Of all the places on which the autumnal moon, approaching her full like a comely matron, looks down, there are many far less picturesque and less enjoyable than that bit of Robertson-terrace, St. Leonards, which adjoins the narrow strip of beach communicating with the old town of Hastings proper. On this beach the moonbeams play.
"Among the waste and lumber of the shore, Hard coils of cordage, swarthy fishing-nets, Anchors of rusty fluke, and boats updrawn,"

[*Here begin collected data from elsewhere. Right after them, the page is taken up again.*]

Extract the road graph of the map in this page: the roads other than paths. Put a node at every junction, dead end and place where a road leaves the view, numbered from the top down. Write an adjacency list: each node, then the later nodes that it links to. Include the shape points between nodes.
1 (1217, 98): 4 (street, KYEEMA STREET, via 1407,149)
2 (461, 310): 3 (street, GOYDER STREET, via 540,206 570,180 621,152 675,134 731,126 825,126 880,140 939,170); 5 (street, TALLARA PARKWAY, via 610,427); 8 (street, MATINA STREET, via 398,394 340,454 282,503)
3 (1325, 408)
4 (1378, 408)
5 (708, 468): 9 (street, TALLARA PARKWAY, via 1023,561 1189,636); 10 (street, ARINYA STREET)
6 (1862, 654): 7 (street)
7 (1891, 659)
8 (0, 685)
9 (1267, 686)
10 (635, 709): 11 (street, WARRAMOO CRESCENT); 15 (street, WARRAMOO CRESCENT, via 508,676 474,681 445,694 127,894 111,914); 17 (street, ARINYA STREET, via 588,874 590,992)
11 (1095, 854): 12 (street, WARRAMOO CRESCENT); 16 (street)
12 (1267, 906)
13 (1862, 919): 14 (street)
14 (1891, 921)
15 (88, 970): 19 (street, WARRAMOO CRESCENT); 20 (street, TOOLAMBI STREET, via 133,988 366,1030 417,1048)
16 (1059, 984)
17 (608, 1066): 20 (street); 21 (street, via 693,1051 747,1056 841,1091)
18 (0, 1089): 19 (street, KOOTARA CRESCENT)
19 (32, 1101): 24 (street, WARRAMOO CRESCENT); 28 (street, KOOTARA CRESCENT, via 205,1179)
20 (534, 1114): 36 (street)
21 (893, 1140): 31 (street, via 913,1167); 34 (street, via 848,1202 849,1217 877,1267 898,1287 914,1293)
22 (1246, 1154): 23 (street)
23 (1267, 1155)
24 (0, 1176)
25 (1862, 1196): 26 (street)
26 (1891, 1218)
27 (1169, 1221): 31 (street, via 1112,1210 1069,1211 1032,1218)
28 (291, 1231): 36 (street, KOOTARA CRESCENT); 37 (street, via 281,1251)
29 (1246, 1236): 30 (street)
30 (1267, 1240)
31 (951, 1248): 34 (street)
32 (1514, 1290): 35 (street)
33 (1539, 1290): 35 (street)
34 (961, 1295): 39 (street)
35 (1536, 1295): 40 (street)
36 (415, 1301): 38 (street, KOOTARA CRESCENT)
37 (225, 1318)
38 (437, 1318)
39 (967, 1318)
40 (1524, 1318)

casting grim and fantastic shadows, and bringing oddest objects into unwonted and undue prominence. Robertson-terrace--as hideous, architecturally considered, as are the majority of such marine asylums for the temporary reception of Londoners--stands back from the road, and has its stuccoed proportions somewhat softened by the trees and shrubs in the "Enclosure," as the denizens love to call it, a small oblong strip of something which ought to be green turf, but what, under the influence of promenading and croquet-playing, has become brown mud. In the moonlight on this lovely night in early autumn, some of the denizens yet linger in the Enclosure. Young people mostly, of both sexes, who walk in pairs, and speak in very low tones, and look at each other with very long immovable glances; young people who cannot imagine why people ever grow old, who cannot conceive that there can be any pleasure except in that one pastime in which they themselves are then employed--who cannot conceive, for instance, what enjoyment that old gentleman, who has been so long seated in the drawing-room balcony of No. 17, can find in life.
That old gentleman is Lord Sandilands, who, the London season over, has come down to St. Leonards for a little sea-air, and quiet and change. One reason for his selection of St. Leonards is that Miss Grace Lambert and Mrs. Bloxam are staying within a few miles' distance, at Hardriggs, Sir Giles Belwether's pretty place. Lord Sandilands had been invited to Hardriggs, also, but he disliked staying anywhere except with very intimate friends; and, moreover, he had come to that time of life when rest was absolutely essential to him, and he knew that under Sir Giles Belwether's ponderous hospitality he would simply be moving the venueof his London life without altering any of its details. Moreover, the old gentleman, by coming to St. Leopards, was carrying out a kindly scheme long since laid, of giving Miles Challoner occasional opportunities of seeing Miss Lambert. Miles was not invited to stay at Hardriggs; he did not even know Sir Giles Belwether; but he became Lord Sandilands' guest in the lodgings in Robertson-terrace, and, as such, he was taken over by his friend to Hardriggs, introduced to the host, and received with the greatest hospitality. Lord Sandilands has this advantage over the youthful promenaders in the "Enclosure," that while they cannot imagine what he is thinking of, he perfectly well divines the subject of their thoughts, and is allowing his own ideas to run in another vein of that special subject. He has just made Miles confess his love for Grace Lambert, and all the drawbacks and disadvantages of the position are opening rapidly before him.
"I might have expected it," said the old gentleman half-aloud; "I knew it was coming. I saw it growing day by day, and yet I never had the pluck to look the affair straight in the face--to make up my mind whether I'd tell him anything about Gertrude's parentage; and I don't know what to do now. Ah, here he is!--Well, Miles, had your smoke? Lovely night, eh?"
"A lovely night, indeed! No end of people out by the sea."
"You wouldn't mind a turn in that lime-walk at Hardriggs just now, Miles, eh? with--Kate Belwether, or someone else?"
"Rather the someone else, dear old friend. And so you weren't a bit astonished at what I told you to-day?"